• _Directions for this task_
The entries below are to be written out again without alteration.

+ + +

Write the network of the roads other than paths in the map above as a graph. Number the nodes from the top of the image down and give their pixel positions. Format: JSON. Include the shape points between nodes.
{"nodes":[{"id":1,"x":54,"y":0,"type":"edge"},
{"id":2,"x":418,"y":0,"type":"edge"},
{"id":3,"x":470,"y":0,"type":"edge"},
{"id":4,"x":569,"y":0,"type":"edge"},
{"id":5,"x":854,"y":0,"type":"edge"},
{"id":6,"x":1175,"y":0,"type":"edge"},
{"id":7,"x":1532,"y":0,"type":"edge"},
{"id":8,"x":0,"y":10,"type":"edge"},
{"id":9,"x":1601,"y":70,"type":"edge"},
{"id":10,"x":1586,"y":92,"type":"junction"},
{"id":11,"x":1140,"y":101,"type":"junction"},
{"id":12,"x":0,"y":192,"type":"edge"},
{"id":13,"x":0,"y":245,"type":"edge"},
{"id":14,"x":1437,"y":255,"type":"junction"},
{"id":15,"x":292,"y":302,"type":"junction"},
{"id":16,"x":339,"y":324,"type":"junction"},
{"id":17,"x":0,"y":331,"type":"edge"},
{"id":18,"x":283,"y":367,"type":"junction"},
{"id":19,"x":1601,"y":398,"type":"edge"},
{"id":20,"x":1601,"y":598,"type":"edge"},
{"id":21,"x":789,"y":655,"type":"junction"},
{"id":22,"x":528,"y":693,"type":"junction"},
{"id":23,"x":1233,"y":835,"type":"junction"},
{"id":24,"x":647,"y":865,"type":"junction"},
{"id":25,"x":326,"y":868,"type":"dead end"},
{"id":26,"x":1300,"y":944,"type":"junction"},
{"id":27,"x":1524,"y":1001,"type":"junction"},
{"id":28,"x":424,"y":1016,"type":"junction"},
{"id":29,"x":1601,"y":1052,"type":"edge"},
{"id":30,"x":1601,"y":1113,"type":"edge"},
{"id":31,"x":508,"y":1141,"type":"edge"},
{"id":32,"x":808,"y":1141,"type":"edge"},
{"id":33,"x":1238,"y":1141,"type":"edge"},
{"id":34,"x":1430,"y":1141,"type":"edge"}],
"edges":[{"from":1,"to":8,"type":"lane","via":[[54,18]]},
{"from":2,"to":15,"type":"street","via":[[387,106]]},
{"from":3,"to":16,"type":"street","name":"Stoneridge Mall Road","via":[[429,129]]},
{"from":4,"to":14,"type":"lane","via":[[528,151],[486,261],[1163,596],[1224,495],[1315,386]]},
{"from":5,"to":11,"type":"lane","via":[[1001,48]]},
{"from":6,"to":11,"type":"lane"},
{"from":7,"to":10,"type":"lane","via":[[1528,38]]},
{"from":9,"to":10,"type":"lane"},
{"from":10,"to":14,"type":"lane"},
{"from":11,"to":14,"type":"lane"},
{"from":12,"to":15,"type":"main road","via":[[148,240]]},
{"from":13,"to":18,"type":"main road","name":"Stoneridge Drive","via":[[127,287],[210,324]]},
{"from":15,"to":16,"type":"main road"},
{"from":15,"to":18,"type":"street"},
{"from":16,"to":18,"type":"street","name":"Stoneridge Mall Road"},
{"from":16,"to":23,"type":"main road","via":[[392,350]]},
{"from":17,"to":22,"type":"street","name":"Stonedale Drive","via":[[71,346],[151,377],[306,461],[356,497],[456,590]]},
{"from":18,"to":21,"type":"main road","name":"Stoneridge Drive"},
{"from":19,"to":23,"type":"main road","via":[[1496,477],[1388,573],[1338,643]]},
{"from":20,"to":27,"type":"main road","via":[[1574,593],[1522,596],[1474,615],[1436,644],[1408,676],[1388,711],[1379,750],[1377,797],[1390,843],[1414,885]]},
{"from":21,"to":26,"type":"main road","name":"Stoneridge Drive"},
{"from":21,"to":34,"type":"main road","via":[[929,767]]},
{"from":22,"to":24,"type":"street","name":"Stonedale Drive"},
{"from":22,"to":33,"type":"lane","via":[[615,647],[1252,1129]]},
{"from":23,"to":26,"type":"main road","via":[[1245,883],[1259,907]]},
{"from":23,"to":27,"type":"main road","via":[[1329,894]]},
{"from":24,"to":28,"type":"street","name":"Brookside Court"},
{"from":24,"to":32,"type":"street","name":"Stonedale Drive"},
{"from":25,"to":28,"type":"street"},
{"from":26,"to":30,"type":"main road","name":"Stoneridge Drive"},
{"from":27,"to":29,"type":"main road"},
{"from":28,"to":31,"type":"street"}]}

+ + +

• _Solution for this problem_
Write the network of the roads other than paths in the map above as a graph. Number the nodes from the top of the image down and give their pixel positions. Format: JSON. Include the shape points between nodes.
{"nodes":[{"id":1,"x":54,"y":0,"type":"edge"},
{"id":2,"x":418,"y":0,"type":"edge"},
{"id":3,"x":470,"y":0,"type":"edge"},
{"id":4,"x":569,"y":0,"type":"edge"},
{"id":5,"x":854,"y":0,"type":"edge"},
{"id":6,"x":1175,"y":0,"type":"edge"},
{"id":7,"x":1532,"y":0,"type":"edge"},
{"id":8,"x":0,"y":10,"type":"edge"},
{"id":9,"x":1601,"y":70,"type":"edge"},
{"id":10,"x":1586,"y":92,"type":"junction"},
{"id":11,"x":1140,"y":101,"type":"junction"},
{"id":12,"x":0,"y":192,"type":"edge"},
{"id":13,"x":0,"y":245,"type":"edge"},
{"id":14,"x":1437,"y":255,"type":"junction"},
{"id":15,"x":292,"y":302,"type":"junction"},
{"id":16,"x":339,"y":324,"type":"junction"},
{"id":17,"x":0,"y":331,"type":"edge"},
{"id":18,"x":283,"y":367,"type":"junction"},
{"id":19,"x":1601,"y":398,"type":"edge"},
{"id":20,"x":1601,"y":598,"type":"edge"},
{"id":21,"x":789,"y":655,"type":"junction"},
{"id":22,"x":528,"y":693,"type":"junction"},
{"id":23,"x":1233,"y":835,"type":"junction"},
{"id":24,"x":647,"y":865,"type":"junction"},
{"id":25,"x":326,"y":868,"type":"dead end"},
{"id":26,"x":1300,"y":944,"type":"junction"},
{"id":27,"x":1524,"y":1001,"type":"junction"},
{"id":28,"x":424,"y":1016,"type":"junction"},
{"id":29,"x":1601,"y":1052,"type":"edge"},
{"id":30,"x":1601,"y":1113,"type":"edge"},
{"id":31,"x":508,"y":1141,"type":"edge"},
{"id":32,"x":808,"y":1141,"type":"edge"},
{"id":33,"x":1238,"y":1141,"type":"edge"},
{"id":34,"x":1430,"y":1141,"type":"edge"}],
"edges":[{"from":1,"to":8,"type":"lane","via":[[54,18]]},
{"from":2,"to":15,"type":"street","via":[[387,106]]},
{"from":3,"to":16,"type":"street","name":"Stoneridge Mall Road","via":[[429,129]]},
{"from":4,"to":14,"type":"lane","via":[[528,151],[486,261],[1163,596],[1224,495],[1315,386]]},
{"from":5,"to":11,"type":"lane","via":[[1001,48]]},
{"from":6,"to":11,"type":"lane"},
{"from":7,"to":10,"type":"lane","via":[[1528,38]]},
{"from":9,"to":10,"type":"lane"},
{"from":10,"to":14,"type":"lane"},
{"from":11,"to":14,"type":"lane"},
{"from":12,"to":15,"type":"main road","via":[[148,240]]},
{"from":13,"to":18,"type":"main road","name":"Stoneridge Drive","via":[[127,287],[210,324]]},
{"from":15,"to":16,"type":"main road"},
{"from":15,"to":18,"type":"street"},
{"from":16,"to":18,"type":"street","name":"Stoneridge Mall Road"},
{"from":16,"to":23,"type":"main road","via":[[392,350]]},
{"from":17,"to":22,"type":"street","name":"Stonedale Drive","via":[[71,346],[151,377],[306,461],[356,497],[456,590]]},
{"from":18,"to":21,"type":"main road","name":"Stoneridge Drive"},
{"from":19,"to":23,"type":"main road","via":[[1496,477],[1388,573],[1338,643]]},
{"from":20,"to":27,"type":"main road","via":[[1574,593],[1522,596],[1474,615],[1436,644],[1408,676],[1388,711],[1379,750],[1377,797],[1390,843],[1414,885]]},
{"from":21,"to":26,"type":"main road","name":"Stoneridge Drive"},
{"from":21,"to":34,"type":"main road","via":[[929,767]]},
{"from":22,"to":24,"type":"street","name":"Stonedale Drive"},
{"from":22,"to":33,"type":"lane","via":[[615,647],[1252,1129]]},
{"from":23,"to":26,"type":"main road","via":[[1245,883],[1259,907]]},
{"from":23,"to":27,"type":"main road","via":[[1329,894]]},
{"from":24,"to":28,"type":"street","name":"Brookside Court"},
{"from":24,"to":32,"type":"street","name":"Stonedale Drive"},
{"from":25,"to":28,"type":"street"},
{"from":26,"to":30,"type":"main road","name":"Stoneridge Drive"},
{"from":27,"to":29,"type":"main road"},
{"from":28,"to":31,"type":"street"}]}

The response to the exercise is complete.